闘技場
ボスは瞬殺した。
というか蓮野が憂さ晴らしと言わんばかりに瞬殺した。
私の出番はなかった。
いや、ここのボス普通に弱いんよ。
ヒロインの悲鳴を集めるためだけのダンジョンだから、雑魚は出てこないしボスは弱い。
そして経験値もアイテムも、得られるスキルもしょっぱいのでヒロインの悲鳴をコンプしたらみんな立ち寄らなくなる。

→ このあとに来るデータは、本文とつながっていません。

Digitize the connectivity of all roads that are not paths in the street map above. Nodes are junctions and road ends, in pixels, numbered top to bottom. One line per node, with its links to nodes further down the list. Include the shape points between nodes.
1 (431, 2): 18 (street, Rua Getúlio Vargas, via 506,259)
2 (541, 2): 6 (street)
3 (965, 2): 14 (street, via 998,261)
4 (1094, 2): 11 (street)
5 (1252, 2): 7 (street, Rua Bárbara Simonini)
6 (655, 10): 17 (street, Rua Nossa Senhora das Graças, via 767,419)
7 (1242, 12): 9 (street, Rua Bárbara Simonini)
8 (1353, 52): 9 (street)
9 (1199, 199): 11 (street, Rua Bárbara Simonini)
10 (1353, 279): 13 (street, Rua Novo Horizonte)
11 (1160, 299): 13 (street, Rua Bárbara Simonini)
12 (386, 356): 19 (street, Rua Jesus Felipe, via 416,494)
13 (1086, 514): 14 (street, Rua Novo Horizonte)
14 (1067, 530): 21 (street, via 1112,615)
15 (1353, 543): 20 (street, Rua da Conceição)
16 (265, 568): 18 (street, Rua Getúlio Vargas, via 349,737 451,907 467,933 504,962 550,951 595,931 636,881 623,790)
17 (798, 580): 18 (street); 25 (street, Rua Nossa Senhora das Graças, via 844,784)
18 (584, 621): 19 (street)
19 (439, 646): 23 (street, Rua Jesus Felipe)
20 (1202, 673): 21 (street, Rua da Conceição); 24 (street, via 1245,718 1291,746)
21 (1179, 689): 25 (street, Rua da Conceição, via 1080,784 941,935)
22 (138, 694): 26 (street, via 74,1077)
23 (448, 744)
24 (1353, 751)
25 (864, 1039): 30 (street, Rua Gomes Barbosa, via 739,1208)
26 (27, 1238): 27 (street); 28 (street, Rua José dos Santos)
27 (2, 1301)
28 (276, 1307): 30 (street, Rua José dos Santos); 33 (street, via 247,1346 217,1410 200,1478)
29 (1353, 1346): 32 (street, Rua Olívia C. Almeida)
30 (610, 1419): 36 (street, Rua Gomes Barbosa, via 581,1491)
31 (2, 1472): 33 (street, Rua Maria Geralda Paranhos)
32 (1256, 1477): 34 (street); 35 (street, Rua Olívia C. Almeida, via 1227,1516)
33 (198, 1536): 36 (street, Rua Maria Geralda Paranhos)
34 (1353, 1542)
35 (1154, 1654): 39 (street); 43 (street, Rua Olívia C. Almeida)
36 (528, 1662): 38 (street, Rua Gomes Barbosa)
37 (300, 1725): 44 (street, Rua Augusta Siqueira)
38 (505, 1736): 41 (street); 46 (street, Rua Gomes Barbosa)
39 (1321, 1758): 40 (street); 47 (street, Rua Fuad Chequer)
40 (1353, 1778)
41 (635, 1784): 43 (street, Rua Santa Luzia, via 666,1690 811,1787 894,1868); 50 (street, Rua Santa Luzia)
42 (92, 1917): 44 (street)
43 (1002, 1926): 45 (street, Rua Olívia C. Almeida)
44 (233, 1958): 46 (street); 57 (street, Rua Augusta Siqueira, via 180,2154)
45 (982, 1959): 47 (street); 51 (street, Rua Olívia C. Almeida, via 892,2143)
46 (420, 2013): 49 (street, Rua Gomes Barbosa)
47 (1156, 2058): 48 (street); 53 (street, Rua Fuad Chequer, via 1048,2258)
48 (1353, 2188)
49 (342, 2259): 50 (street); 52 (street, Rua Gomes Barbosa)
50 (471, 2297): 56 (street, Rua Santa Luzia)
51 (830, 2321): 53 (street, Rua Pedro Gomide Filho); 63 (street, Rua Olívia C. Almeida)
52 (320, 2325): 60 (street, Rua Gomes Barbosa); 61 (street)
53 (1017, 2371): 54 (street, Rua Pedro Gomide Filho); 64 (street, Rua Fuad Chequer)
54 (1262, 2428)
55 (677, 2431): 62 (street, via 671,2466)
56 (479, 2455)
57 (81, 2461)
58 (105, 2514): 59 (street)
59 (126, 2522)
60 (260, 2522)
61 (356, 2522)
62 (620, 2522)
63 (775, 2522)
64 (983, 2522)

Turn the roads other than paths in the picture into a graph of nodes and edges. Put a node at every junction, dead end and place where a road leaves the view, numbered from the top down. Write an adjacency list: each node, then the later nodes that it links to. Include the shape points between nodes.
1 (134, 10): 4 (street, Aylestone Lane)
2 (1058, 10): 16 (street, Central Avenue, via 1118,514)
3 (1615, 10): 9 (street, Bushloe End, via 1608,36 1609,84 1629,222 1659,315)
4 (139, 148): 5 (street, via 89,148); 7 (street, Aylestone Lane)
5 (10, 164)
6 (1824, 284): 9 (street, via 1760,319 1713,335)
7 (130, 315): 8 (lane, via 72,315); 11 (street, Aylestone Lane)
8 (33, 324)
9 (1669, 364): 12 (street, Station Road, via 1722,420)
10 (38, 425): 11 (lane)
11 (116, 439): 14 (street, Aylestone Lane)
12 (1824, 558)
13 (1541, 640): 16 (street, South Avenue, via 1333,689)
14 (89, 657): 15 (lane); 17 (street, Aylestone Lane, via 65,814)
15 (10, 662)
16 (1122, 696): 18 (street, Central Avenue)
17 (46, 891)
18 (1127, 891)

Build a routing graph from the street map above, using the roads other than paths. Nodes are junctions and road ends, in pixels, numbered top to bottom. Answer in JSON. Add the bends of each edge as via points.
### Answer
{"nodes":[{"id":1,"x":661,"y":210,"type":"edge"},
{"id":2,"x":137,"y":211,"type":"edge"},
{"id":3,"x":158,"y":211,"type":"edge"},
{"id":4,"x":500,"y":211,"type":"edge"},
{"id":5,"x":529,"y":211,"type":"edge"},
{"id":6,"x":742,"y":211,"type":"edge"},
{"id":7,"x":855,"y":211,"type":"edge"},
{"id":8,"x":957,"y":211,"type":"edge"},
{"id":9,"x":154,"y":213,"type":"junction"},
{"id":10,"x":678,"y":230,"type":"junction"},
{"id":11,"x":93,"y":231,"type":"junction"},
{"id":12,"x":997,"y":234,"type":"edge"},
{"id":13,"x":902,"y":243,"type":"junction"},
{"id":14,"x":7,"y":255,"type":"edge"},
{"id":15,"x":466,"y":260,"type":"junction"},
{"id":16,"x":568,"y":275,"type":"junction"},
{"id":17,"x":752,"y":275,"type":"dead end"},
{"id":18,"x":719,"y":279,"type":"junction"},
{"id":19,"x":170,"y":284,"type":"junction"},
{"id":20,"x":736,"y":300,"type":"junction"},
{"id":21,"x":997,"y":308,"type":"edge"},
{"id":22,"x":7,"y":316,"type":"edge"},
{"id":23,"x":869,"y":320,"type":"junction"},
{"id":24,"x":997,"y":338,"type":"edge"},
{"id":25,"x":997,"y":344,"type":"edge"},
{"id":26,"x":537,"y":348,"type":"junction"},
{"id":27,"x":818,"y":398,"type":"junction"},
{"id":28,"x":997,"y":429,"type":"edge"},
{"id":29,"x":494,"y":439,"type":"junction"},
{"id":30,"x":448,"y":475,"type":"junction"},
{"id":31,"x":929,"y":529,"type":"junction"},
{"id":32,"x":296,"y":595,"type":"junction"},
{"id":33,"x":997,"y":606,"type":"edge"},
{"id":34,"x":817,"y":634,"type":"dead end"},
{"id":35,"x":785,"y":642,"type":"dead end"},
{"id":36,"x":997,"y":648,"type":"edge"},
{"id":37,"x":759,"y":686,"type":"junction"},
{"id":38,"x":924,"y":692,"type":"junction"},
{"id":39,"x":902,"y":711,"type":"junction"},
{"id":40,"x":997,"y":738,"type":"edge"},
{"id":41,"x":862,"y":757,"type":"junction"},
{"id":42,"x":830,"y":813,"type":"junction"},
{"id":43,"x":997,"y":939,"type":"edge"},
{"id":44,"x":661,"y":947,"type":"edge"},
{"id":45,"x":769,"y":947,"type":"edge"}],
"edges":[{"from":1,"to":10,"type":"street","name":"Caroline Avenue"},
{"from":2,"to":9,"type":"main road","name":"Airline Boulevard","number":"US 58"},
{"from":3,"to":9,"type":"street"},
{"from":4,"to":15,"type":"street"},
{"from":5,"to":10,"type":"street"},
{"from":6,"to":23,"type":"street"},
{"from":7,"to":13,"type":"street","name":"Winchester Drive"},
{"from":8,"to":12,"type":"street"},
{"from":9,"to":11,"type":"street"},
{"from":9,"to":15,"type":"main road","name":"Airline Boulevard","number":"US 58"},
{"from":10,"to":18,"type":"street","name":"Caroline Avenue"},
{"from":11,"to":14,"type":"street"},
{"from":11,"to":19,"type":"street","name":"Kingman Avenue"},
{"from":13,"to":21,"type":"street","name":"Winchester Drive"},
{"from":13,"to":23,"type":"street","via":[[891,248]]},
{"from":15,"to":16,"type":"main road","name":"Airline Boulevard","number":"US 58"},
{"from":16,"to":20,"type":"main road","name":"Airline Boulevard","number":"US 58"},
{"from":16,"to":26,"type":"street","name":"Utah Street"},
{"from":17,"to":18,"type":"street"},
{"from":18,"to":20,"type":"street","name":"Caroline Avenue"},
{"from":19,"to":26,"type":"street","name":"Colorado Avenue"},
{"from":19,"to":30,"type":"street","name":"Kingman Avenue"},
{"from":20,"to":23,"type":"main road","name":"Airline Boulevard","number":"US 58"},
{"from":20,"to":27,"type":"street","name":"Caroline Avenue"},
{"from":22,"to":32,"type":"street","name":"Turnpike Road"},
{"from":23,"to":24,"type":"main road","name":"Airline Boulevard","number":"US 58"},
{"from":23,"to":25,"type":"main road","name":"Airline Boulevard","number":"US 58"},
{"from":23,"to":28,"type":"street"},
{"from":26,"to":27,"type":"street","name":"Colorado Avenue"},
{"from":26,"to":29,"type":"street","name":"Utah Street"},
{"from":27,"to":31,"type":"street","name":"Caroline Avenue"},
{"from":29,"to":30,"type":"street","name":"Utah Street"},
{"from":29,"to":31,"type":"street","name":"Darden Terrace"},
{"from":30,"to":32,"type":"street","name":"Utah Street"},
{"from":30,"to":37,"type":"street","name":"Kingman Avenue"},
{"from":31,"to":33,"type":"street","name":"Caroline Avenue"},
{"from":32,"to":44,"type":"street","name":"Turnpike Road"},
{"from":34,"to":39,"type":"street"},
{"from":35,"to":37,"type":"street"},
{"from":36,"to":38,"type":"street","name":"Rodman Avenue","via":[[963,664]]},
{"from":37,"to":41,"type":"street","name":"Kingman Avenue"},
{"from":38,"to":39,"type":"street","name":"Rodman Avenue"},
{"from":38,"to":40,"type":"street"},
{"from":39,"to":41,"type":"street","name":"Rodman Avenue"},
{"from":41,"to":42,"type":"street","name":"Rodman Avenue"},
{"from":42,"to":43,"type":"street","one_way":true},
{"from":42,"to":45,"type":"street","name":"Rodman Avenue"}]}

マジで面倒くさいスロットをするだけなので、ただニヤニヤするためだけのダンジョンなのだ。
「あー! 疲れた!」
「おつかれ。悲鳴上げると……ていうかでかい声出すと入口に戻されるし、蓄えがないと死ぬ。得られるスキルも恐怖耐性、そんなもんだから封鎖してもいいと思うぞ」
「そうね……正直、危ないだけのダンジョンね……キレそう」
キレてたよね、というのは言わぬが花。
本気でボスぶち殺してたもん。
でかい洋風の人形をグーパンで砕いてた。
雄たけびあげながらだったので、私の装備も全部無意味だ……せっかくのチャンスだったのに、蓮野に全部持っていかれてしまった。
「あ、じゃあ次のダンジョン行くか?」
「やだ」
私の提案を蓮野が一蹴する。
なんだよ、まだ楽しいダンジョンはあるのに……。
「言っておくけど、普通1日で何個もダンジョン潜らないからね?」
「それは知ってる」
ゲームではターン制で、1日1か所しかダンジョンに潜れない仕様だった。
逆にダンジョンにいる間は時間経過が無いので潜り続ける事ができるが、現実になるとそうはいかない。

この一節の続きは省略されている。